Et soudain les beautés se dissipent : Marcato frappe, cogne, croyant que le piano est un instrument à percussion seulement, les accords se défont, éclatent les uns contre les autres comme les mains qui étranglent, pour le seul plaisir de faire souffrir et la voix d’Emma retentit : « Protège-moi ! » Il croit l’avoir entendue une seconde fois, se réveille tout à fait ; assis sur les coudes il perçoit des appels, des cris ; il se dresse hors du lit, s’habille en hâte, la cour hantée de pas rapides s’étend dans une légère brume de fin de nuit qui mouille chaque pavé. Des hommes se hâtent, il est question de cordes, des lampes trouent l’obscurité, l’hélicoptère survole les trois tours, s’éloigne, revient, les phares scrutent l’abîme de la Vézère, le cœur lui bat ; il a peur pour elle, il crie « Serena ! » plusieurs fois, il appelle contre l’écho de sa propre voix, se révolte contre les sons qui lui reviennent vides, il tremble : « Y’a quelqu’un ? » On se rue du côté des tours. Il évoque Serena sur tous les tons, murmure son prénom et sursaute soudain ; une main s’appuie sur son épaule, il se retourne : elle est là, souriant non du grand sourire des retrouvailles, mais du pauvre salut des lèvres blanches murmurant quelque chose comme : « Je suis là, je suis là ! » Il l’entoure de ses bras, elle ne peut pas, sa peau brûle, elle le repousse doucement :
« Pas maintenant !
- Où vas-tu ?
- Là-bas ! »
Il refuse de lâcher prise, la maintient longtemps dans ses bras comme un oiseau égaré, lui parle, affirme qu’il ne faut pas y aller ; il sent les pulsations serrées de ses veines au poignet, il sent son parfum de troènes, il sent sa nuque blessée qui tremble encore des coups et ne peut plus bouger ; il appuie sa main sur ses cheveux et oblige sa tête à reposer contre sa poitrine.

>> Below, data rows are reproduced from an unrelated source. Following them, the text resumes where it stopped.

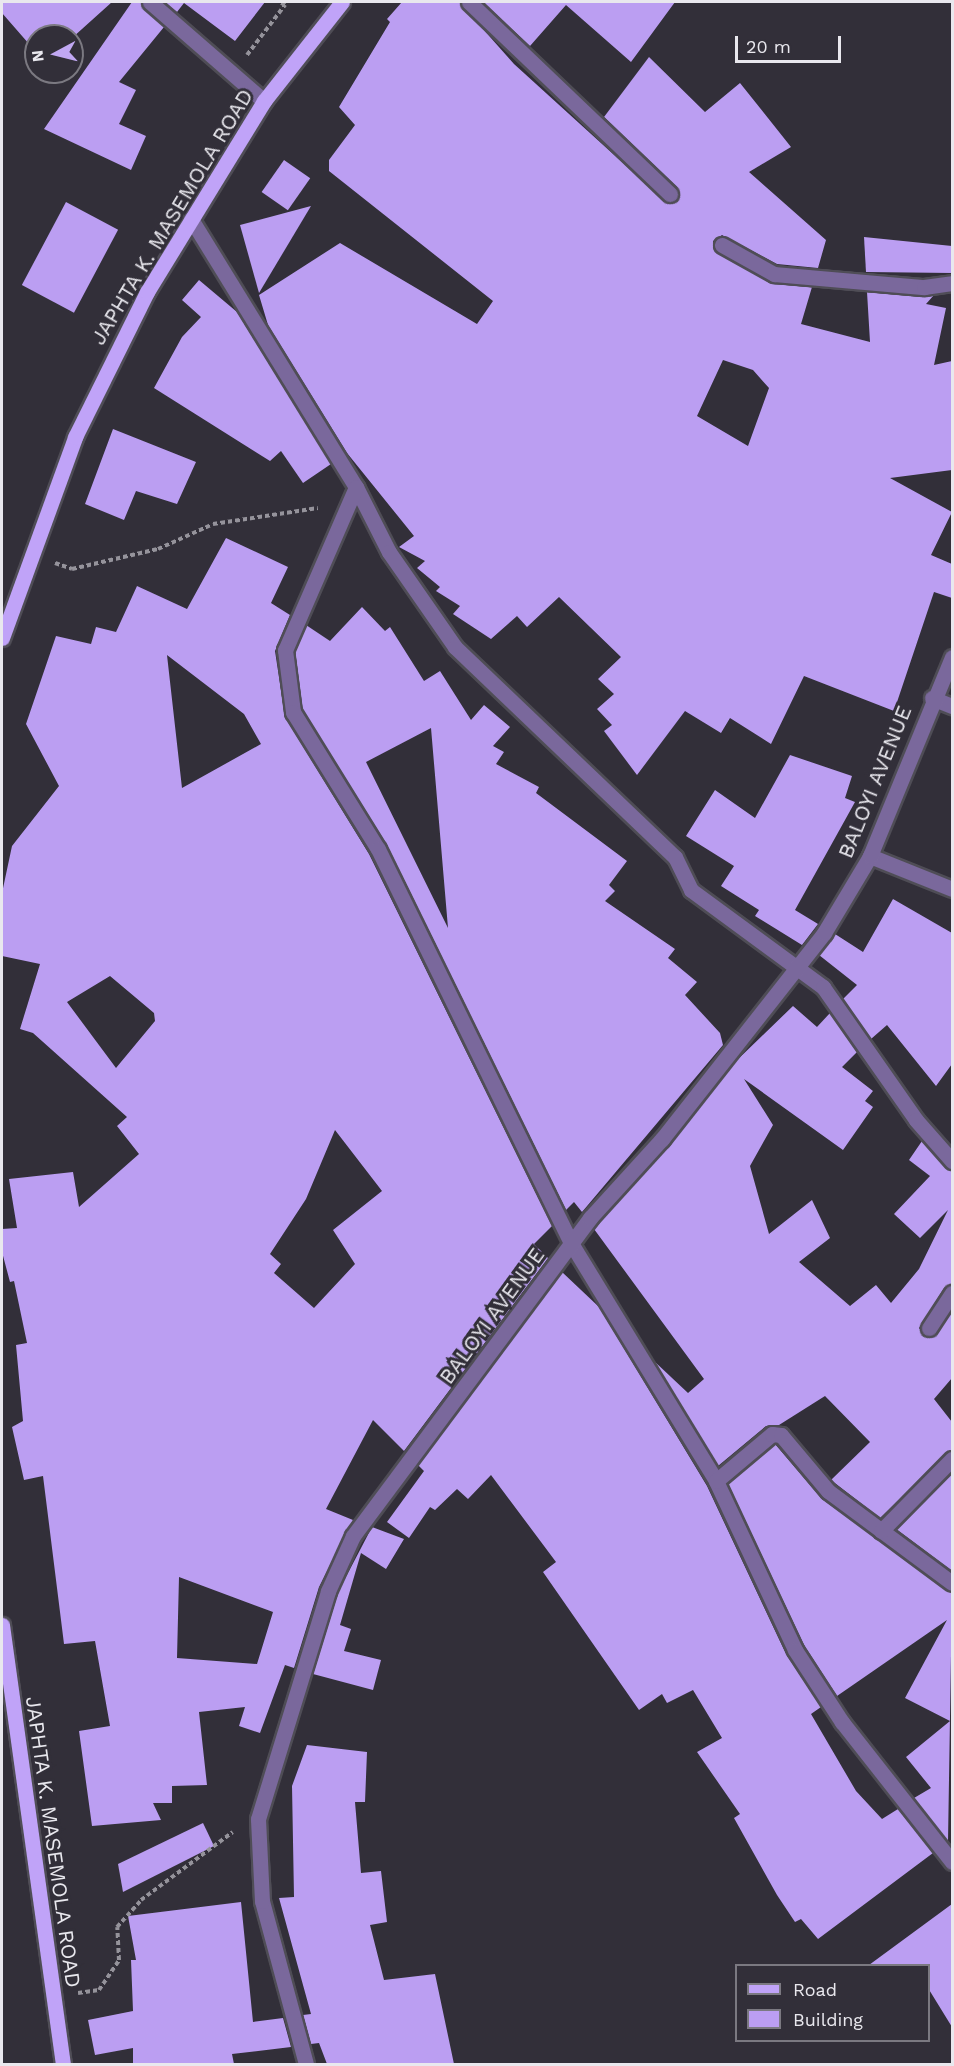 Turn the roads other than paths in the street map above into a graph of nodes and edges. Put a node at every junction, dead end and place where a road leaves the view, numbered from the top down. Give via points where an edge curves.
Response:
1 (150, 2) edge
2 (342, 2) edge
3 (469, 2) edge
4 (264, 101) junction
5 (670, 194) dead end
6 (191, 219) junction
7 (722, 245) dead end
8 (952, 283) edge
9 (356, 487) junction
10 (2, 638) edge
11 (952, 657) edge
12 (932, 698) junction
13 (952, 706) edge
14 (870, 856) junction
15 (952, 889) edge
16 (798, 967) junction
17 (952, 1161) edge
18 (571, 1243) junction
19 (952, 1293) edge
20 (929, 1328) dead end
21 (952, 1459) edge
22 (716, 1481) junction
23 (881, 1531) junction
24 (952, 1583) edge
25 (2, 1625) edge
26 (952, 1862) edge
27 (63, 2064) edge
28 (306, 2064) edge

1 - 4 street
2 - 4 main road, JAPHTA K. MASEMOLA ROAD
3 - 5 street
4 - 6 main road, JAPHTA K. MASEMOLA ROAD
6 - 9 street
6 - 10 main road, JAPHTA K. MASEMOLA ROAD via 108,366 29,553
7 - 8 street via 774,274 924,287
9 - 16 street via 388,552 455,647 675,857 691,890
9 - 18 street via 285,650 293,712 378,849
11 - 12 street, BALOYI AVENUE
12 - 13 street
12 - 14 street, BALOYI AVENUE
14 - 15 street
14 - 16 street, BALOYI AVENUE
16 - 17 street via 829,995 916,1120
16 - 18 street, BALOYI AVENUE
18 - 22 street
18 - 28 street, BALOYI AVENUE via 352,1536 328,1591 258,1819 266,1924
19 - 20 street
21 - 23 street
22 - 23 street via 776,1433 828,1491
22 - 26 street via 795,1650 842,1722
23 - 24 street
25 - 27 main road, JAPHTA K. MASEMOLA ROAD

Dissipant d’un rayon vif la fine nappe humide, le soleil paraît à l’horizontale du château. Des nuances roses et jaunes fouillent les pierres, les fleurs graves se penchent sur les feuilles tombantes. Au fond de la cour, il aperçoit Emma qui s’avance vers eux à pas lents ; il se prend à sourire en découvrant sa robe noire associée à des espadrilles qu’elle fixe tête baissée. Elle donne l’impression de trébucher à chaque pas. Il entend l’hélicoptère se poser ; au loin une ambulance gravit les lacets qui mènent au château. Il a froid : la chaleur de son corps se déverse sur celui de Serena qu’il presse contre lui en dépit de ses gémissements ; il n’éprouve aucune peur, ne redoute rien, puisqu’il devine la chute de Marcato dans la Vézère ce que confirme Emma d’un battement de cils ; elle ajoute enfin :
« Poursuivi par les gardiens, il a trébuché sur les dalles du rebord. L’hélicoptère a récupéré son corps. »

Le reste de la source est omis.